> **MATERIAL PROVIDED**
[Start of section]
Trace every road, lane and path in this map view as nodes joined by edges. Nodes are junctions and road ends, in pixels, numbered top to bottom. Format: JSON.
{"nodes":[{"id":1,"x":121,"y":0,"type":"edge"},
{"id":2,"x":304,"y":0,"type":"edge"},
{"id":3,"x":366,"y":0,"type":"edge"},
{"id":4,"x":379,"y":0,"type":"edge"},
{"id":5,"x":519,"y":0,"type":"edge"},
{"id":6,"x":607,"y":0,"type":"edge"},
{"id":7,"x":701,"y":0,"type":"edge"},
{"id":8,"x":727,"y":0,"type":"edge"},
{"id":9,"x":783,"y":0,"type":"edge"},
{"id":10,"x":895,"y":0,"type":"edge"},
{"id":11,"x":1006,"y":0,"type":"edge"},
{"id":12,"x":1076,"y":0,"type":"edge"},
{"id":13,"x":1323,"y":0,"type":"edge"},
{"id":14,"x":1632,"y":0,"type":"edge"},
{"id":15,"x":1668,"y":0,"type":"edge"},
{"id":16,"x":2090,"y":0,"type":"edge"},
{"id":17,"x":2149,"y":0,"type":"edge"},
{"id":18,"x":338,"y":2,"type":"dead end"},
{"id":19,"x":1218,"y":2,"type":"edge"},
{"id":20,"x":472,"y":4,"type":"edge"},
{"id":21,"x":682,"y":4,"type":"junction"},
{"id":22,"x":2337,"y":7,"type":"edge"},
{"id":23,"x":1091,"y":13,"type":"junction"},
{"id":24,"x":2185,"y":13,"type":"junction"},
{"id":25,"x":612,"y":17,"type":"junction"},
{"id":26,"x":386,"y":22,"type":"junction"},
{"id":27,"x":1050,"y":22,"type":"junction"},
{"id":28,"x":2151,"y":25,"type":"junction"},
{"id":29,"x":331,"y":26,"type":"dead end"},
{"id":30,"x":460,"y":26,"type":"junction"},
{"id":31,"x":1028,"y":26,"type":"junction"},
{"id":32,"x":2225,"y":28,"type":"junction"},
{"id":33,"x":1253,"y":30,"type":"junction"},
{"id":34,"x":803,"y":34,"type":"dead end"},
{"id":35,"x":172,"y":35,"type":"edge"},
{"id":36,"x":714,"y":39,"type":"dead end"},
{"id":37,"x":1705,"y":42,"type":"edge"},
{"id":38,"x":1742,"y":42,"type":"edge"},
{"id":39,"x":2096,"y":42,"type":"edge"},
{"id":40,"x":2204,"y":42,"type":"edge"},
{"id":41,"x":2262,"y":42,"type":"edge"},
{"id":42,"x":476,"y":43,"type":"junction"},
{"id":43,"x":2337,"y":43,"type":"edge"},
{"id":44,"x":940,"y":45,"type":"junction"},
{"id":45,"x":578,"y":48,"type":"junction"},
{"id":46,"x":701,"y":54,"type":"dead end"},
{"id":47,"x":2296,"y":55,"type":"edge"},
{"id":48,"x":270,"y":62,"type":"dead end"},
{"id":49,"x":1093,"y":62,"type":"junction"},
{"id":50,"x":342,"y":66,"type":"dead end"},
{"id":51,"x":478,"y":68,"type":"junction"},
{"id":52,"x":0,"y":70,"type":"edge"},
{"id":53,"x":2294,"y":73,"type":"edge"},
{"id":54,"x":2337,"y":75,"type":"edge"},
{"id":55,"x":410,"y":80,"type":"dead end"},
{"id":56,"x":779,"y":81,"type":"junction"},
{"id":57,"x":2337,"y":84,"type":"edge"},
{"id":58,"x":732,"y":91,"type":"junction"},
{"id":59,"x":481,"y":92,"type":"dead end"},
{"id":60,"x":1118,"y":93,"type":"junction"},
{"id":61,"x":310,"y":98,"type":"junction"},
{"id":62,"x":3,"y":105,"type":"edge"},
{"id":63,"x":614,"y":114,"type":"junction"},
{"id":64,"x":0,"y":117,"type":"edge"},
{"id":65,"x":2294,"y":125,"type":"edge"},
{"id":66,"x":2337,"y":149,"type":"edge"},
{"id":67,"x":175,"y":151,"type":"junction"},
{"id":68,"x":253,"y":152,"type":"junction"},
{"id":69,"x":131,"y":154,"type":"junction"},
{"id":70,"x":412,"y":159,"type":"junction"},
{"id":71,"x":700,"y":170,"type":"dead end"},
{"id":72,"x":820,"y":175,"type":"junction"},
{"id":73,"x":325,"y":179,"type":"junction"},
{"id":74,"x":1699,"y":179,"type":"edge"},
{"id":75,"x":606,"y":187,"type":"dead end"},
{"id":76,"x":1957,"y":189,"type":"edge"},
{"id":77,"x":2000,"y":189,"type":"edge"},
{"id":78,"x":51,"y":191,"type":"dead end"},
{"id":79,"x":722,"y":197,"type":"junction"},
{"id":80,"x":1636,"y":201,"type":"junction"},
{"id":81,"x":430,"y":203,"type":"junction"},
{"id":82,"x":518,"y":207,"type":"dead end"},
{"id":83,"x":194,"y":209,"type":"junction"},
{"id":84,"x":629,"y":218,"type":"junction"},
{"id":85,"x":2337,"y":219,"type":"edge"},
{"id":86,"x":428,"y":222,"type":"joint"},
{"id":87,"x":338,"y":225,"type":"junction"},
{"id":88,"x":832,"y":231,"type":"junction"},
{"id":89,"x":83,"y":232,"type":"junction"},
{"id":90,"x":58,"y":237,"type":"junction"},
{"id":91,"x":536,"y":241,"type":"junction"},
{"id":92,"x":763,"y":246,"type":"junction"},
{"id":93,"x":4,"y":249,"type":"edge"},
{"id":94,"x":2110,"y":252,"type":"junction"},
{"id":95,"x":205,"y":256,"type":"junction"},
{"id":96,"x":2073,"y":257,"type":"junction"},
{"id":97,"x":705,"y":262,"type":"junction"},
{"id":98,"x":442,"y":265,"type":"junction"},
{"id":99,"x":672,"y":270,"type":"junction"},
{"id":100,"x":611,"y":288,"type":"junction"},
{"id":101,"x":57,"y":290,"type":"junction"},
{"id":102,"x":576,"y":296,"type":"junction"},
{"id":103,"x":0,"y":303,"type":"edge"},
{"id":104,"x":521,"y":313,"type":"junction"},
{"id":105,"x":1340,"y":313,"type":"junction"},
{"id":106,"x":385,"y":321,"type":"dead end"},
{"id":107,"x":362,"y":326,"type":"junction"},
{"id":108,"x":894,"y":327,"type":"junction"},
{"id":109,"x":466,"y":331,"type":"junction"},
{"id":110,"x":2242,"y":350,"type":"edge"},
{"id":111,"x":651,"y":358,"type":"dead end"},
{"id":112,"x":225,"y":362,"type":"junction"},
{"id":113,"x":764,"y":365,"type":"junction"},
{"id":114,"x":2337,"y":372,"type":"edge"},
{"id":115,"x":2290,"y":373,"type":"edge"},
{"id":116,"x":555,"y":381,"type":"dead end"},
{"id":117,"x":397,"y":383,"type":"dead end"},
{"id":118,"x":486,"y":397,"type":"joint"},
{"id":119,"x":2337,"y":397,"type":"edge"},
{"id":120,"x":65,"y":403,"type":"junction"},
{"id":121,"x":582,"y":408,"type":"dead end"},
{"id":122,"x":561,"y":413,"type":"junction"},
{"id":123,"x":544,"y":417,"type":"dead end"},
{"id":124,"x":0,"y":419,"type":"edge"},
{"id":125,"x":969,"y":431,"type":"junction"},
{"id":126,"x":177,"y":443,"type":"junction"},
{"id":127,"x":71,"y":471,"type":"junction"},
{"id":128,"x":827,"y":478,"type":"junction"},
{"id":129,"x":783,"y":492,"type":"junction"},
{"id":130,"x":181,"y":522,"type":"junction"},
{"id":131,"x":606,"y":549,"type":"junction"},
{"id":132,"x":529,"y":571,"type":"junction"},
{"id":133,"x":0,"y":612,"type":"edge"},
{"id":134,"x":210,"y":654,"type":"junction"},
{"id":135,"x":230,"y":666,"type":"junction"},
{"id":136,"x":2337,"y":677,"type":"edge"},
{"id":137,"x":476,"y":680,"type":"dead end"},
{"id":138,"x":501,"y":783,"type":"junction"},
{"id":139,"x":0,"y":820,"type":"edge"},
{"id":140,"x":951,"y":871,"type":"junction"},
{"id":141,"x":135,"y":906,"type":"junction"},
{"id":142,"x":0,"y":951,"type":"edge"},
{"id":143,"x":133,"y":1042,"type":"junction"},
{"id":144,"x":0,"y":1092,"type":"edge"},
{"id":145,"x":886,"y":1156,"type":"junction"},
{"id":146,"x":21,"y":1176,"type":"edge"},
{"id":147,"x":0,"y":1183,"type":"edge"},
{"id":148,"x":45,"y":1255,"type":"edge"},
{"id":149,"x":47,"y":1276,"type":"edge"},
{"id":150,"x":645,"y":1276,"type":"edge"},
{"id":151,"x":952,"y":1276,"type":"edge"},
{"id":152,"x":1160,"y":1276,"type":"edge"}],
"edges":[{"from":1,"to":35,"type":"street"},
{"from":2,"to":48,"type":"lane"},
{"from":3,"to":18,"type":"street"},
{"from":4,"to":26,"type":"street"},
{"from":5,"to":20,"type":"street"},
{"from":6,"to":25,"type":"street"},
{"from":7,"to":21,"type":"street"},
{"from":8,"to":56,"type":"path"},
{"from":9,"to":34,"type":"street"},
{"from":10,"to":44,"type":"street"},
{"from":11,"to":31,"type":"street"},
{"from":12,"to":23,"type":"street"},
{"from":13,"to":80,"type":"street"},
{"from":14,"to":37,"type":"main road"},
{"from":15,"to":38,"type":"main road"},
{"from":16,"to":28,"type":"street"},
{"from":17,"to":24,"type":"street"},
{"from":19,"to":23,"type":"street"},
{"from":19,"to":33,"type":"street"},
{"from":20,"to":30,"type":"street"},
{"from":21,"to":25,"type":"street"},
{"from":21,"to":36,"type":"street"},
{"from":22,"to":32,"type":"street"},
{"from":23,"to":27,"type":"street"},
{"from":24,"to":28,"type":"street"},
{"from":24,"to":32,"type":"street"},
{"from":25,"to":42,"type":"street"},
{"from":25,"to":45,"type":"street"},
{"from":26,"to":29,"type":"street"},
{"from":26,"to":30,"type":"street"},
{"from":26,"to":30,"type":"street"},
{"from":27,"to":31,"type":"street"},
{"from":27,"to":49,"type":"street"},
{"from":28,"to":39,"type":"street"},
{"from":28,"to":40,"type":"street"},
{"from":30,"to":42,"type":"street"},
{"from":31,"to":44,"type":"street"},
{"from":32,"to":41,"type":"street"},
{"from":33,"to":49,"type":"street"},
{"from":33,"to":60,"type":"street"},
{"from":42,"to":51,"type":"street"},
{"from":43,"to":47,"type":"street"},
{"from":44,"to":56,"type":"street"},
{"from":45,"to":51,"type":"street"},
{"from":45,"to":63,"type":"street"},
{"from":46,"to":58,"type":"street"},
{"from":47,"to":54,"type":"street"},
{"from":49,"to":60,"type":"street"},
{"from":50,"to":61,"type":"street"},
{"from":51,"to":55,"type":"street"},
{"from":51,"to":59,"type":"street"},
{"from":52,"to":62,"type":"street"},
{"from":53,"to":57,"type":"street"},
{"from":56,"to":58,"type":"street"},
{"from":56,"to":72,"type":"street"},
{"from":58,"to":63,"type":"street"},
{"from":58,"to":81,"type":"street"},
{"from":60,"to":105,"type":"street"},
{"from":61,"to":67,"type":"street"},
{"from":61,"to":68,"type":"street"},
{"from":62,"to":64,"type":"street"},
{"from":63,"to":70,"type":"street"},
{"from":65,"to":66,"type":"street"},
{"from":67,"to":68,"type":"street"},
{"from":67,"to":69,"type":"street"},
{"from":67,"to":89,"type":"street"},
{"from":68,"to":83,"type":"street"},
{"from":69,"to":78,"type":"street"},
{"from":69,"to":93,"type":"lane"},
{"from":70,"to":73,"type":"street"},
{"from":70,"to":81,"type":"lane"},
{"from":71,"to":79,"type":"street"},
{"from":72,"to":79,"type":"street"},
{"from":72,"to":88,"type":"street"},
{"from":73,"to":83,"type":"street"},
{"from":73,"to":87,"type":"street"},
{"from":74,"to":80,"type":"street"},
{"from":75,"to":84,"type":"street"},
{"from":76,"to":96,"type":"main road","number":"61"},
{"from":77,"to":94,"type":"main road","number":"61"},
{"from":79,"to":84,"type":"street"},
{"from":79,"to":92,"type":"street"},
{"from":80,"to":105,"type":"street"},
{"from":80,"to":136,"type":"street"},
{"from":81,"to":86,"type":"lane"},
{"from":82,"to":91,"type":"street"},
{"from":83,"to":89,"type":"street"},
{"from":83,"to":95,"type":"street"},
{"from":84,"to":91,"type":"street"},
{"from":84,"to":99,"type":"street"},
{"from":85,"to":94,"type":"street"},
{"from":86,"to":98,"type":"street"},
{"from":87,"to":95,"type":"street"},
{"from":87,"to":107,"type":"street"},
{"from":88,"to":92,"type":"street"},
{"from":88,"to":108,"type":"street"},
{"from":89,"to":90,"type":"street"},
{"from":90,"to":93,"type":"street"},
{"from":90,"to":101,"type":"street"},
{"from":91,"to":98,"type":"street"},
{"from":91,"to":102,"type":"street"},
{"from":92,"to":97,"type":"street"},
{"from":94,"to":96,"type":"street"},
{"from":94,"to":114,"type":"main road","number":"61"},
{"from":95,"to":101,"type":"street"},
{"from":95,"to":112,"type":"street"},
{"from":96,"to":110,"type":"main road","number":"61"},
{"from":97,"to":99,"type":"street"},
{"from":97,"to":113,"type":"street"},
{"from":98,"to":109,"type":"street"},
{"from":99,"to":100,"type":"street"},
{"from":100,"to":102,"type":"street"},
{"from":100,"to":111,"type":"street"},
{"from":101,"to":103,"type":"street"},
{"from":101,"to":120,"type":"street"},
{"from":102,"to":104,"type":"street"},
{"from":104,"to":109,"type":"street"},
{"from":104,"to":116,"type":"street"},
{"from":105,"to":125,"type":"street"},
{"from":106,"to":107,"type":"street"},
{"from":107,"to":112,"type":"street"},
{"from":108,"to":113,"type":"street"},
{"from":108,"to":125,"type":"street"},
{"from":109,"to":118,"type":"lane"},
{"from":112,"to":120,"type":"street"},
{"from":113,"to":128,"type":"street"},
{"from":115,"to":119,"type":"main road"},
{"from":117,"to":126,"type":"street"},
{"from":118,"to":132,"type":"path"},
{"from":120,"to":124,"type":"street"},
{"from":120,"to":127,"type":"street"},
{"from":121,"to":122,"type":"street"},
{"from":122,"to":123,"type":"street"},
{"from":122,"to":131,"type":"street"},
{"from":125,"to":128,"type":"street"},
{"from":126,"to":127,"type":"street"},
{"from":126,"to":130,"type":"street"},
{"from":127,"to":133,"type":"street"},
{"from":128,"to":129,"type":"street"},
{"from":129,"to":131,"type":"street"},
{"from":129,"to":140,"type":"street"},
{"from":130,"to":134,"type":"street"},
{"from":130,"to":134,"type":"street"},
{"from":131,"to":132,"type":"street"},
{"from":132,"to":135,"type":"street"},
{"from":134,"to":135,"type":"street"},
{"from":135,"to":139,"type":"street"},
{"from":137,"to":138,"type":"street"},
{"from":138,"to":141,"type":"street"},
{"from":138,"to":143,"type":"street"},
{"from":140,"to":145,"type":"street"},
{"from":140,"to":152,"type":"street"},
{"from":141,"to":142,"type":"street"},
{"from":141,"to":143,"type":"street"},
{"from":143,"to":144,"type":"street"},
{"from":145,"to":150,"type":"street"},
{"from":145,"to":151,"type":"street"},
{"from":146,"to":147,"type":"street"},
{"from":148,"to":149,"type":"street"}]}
[End of section]
> **WHAT YOU WILL DO**
Going through the records above, state how many lines carry "nodes", with no other text.

> **YOUR RESPONSE**
2